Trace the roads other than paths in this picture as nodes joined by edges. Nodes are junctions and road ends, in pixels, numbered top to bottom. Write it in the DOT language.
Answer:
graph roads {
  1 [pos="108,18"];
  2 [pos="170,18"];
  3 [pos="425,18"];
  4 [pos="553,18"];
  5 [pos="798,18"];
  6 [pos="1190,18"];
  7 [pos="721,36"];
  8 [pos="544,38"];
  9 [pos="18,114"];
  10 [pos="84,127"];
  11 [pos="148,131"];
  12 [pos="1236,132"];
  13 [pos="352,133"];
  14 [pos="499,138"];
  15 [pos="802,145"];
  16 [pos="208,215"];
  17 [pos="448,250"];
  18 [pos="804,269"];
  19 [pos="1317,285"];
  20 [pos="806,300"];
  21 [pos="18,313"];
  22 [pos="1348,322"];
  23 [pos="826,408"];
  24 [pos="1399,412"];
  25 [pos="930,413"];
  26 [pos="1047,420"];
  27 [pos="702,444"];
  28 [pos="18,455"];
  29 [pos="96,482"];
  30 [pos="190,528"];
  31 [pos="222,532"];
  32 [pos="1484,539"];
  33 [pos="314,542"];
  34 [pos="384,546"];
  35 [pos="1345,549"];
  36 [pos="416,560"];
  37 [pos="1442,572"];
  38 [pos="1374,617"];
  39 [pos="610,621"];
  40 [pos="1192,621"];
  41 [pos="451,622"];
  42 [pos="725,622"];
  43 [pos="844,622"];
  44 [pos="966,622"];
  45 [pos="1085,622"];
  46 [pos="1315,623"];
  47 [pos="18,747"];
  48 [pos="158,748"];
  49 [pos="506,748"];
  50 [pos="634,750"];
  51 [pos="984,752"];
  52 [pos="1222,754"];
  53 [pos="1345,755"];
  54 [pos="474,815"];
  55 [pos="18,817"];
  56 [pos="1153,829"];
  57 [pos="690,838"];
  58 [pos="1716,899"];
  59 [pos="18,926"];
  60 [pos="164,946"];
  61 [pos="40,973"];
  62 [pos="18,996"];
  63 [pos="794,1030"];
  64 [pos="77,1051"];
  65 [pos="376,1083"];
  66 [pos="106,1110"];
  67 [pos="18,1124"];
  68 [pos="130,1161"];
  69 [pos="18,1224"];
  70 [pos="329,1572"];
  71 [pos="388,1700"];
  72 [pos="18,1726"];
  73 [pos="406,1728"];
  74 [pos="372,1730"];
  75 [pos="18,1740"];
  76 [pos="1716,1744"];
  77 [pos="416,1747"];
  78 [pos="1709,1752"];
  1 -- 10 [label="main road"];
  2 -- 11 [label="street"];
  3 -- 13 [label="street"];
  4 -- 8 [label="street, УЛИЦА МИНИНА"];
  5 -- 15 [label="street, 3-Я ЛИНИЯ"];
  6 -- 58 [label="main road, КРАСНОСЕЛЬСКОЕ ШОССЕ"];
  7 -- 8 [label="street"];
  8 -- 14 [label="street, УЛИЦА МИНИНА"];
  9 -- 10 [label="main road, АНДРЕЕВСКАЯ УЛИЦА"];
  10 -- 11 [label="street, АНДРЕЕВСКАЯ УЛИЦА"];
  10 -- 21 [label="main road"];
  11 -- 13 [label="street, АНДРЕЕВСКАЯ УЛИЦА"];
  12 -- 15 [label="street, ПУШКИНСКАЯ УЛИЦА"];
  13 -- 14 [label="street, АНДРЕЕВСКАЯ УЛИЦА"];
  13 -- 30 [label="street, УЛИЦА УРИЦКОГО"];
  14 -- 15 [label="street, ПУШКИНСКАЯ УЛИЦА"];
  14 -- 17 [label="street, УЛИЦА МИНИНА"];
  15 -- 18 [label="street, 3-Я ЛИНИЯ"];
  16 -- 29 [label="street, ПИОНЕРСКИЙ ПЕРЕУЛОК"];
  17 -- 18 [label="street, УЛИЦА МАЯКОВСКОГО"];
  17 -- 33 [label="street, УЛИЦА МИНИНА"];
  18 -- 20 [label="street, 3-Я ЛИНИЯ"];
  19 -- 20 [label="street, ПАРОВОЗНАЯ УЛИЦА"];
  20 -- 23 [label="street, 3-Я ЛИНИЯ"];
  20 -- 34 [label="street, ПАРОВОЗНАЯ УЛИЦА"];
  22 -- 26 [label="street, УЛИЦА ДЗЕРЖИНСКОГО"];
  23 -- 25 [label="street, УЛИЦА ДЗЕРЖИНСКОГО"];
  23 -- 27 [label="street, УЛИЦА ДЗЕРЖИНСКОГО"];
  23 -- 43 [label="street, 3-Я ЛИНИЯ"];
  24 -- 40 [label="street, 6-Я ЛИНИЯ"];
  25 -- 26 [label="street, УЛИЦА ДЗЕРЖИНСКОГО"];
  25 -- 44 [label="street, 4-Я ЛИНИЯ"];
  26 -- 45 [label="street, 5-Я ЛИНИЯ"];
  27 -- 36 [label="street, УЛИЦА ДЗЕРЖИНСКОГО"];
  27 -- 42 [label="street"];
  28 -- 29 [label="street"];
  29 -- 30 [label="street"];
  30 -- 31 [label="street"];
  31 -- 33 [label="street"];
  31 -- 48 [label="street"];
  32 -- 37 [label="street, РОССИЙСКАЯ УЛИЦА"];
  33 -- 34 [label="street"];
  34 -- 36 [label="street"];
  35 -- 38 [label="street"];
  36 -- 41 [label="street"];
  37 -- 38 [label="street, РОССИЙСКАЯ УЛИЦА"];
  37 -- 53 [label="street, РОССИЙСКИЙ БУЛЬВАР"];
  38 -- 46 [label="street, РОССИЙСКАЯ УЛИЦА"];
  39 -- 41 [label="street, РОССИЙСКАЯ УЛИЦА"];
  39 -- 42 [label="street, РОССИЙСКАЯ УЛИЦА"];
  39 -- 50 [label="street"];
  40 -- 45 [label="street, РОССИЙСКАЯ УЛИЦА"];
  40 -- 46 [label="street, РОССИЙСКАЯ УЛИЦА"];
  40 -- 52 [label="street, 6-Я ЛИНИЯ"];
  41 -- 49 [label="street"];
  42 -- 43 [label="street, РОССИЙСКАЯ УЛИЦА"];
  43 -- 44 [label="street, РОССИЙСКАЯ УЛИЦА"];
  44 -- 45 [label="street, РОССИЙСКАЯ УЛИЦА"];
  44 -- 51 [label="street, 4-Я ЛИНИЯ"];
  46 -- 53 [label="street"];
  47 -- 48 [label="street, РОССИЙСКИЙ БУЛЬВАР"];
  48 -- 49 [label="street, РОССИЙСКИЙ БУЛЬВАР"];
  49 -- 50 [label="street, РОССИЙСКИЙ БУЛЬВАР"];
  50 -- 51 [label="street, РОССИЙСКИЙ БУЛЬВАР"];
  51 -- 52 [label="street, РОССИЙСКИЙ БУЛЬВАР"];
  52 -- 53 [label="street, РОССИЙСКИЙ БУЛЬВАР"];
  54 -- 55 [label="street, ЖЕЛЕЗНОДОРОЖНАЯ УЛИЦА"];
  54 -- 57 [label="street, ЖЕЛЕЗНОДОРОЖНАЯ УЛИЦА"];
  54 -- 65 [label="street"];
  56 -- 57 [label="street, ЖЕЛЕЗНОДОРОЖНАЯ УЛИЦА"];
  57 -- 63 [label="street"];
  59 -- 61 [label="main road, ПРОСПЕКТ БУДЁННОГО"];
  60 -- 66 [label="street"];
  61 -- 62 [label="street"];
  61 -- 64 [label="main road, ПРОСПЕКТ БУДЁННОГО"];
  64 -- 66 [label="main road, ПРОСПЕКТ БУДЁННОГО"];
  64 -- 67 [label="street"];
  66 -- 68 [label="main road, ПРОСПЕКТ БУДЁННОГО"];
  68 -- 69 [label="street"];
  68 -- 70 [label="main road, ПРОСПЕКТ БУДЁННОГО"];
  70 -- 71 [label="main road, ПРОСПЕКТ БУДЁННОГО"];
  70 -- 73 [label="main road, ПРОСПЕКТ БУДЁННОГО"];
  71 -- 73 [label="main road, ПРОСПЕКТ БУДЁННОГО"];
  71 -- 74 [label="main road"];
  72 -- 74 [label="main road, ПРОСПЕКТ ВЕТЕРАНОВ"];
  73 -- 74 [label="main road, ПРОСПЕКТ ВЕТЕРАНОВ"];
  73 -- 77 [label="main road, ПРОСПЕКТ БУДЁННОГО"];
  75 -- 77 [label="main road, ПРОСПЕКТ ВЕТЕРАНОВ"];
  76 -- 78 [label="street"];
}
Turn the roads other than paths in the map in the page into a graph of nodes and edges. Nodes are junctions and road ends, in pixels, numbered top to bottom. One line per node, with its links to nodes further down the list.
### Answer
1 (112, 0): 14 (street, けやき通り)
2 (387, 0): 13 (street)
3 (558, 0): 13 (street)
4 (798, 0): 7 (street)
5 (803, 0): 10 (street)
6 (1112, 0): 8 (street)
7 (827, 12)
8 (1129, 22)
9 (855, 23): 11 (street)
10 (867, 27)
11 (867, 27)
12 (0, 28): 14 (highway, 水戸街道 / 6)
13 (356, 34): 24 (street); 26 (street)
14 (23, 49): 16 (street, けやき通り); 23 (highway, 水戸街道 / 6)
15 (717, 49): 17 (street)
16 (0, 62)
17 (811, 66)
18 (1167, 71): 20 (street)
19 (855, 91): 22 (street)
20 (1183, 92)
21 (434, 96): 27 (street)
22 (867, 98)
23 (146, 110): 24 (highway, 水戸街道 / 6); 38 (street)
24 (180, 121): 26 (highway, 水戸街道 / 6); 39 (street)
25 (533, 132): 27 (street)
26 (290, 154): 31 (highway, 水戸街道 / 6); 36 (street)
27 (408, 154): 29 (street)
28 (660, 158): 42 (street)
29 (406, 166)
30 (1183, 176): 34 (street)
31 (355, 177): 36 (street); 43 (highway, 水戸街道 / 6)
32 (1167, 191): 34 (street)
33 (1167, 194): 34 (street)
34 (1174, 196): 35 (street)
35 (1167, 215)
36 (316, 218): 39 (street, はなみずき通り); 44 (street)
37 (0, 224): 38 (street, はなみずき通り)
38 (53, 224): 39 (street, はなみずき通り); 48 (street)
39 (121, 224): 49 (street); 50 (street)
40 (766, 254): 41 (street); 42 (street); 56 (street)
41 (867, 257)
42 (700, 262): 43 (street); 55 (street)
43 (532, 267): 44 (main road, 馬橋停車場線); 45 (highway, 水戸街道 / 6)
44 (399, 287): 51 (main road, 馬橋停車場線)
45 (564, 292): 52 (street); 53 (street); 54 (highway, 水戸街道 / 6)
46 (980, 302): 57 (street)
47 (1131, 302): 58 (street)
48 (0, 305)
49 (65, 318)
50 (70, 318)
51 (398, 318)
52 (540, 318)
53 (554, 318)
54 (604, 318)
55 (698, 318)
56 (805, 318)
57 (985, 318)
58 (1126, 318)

※ ※ ※

From the line that holds "Turn the roads" to the last line of the records above, print each line exactly. Add nothing else.

Turn the roads other than paths in the map in the page into a graph of nodes and edges. Nodes are junctions and road ends, in pixels, numbered top to bottom. One line per node, with its links to nodes further down the list.
### Answer
1 (112, 0): 14 (street, けやき通り)
2 (387, 0): 13 (street)
3 (558, 0): 13 (street)
4 (798, 0): 7 (street)
5 (803, 0): 10 (street)
6 (1112, 0): 8 (street)
7 (827, 12)
8 (1129, 22)
9 (855, 23): 11 (street)
10 (867, 27)
11 (867, 27)
12 (0, 28): 14 (highway, 水戸街道 / 6)
13 (356, 34): 24 (street); 26 (street)
14 (23, 49): 16 (street, けやき通り); 23 (highway, 水戸街道 / 6)
15 (717, 49): 17 (street)
16 (0, 62)
17 (811, 66)
18 (1167, 71): 20 (street)
19 (855, 91): 22 (street)
20 (1183, 92)
21 (434, 96): 27 (street)
22 (867, 98)
23 (146, 110): 24 (highway, 水戸街道 / 6); 38 (street)
24 (180, 121): 26 (highway, 水戸街道 / 6); 39 (street)
25 (533, 132): 27 (street)
26 (290, 154): 31 (highway, 水戸街道 / 6); 36 (street)
27 (408, 154): 29 (street)
28 (660, 158): 42 (street)
29 (406, 166)
30 (1183, 176): 34 (street)
31 (355, 177): 36 (street); 43 (highway, 水戸街道 / 6)
32 (1167, 191): 34 (street)
33 (1167, 194): 34 (street)
34 (1174, 196): 35 (street)
35 (1167, 215)
36 (316, 218): 39 (street, はなみずき通り); 44 (street)
37 (0, 224): 38 (street, はなみずき通り)
38 (53, 224): 39 (street, はなみずき通り); 48 (street)
39 (121, 224): 49 (street); 50 (street)
40 (766, 254): 41 (street); 42 (street); 56 (street)
41 (867, 257)
42 (700, 262): 43 (street); 55 (street)
43 (532, 267): 44 (main road, 馬橋停車場線); 45 (highway, 水戸街道 / 6)
44 (399, 287): 51 (main road, 馬橋停車場線)
45 (564, 292): 52 (street); 53 (street); 54 (highway, 水戸街道 / 6)
46 (980, 302): 57 (street)
47 (1131, 302): 58 (street)
48 (0, 305)
49 (65, 318)
50 (70, 318)
51 (398, 318)
52 (540, 318)
53 (554, 318)
54 (604, 318)
55 (698, 318)
56 (805, 318)
57 (985, 318)
58 (1126, 318)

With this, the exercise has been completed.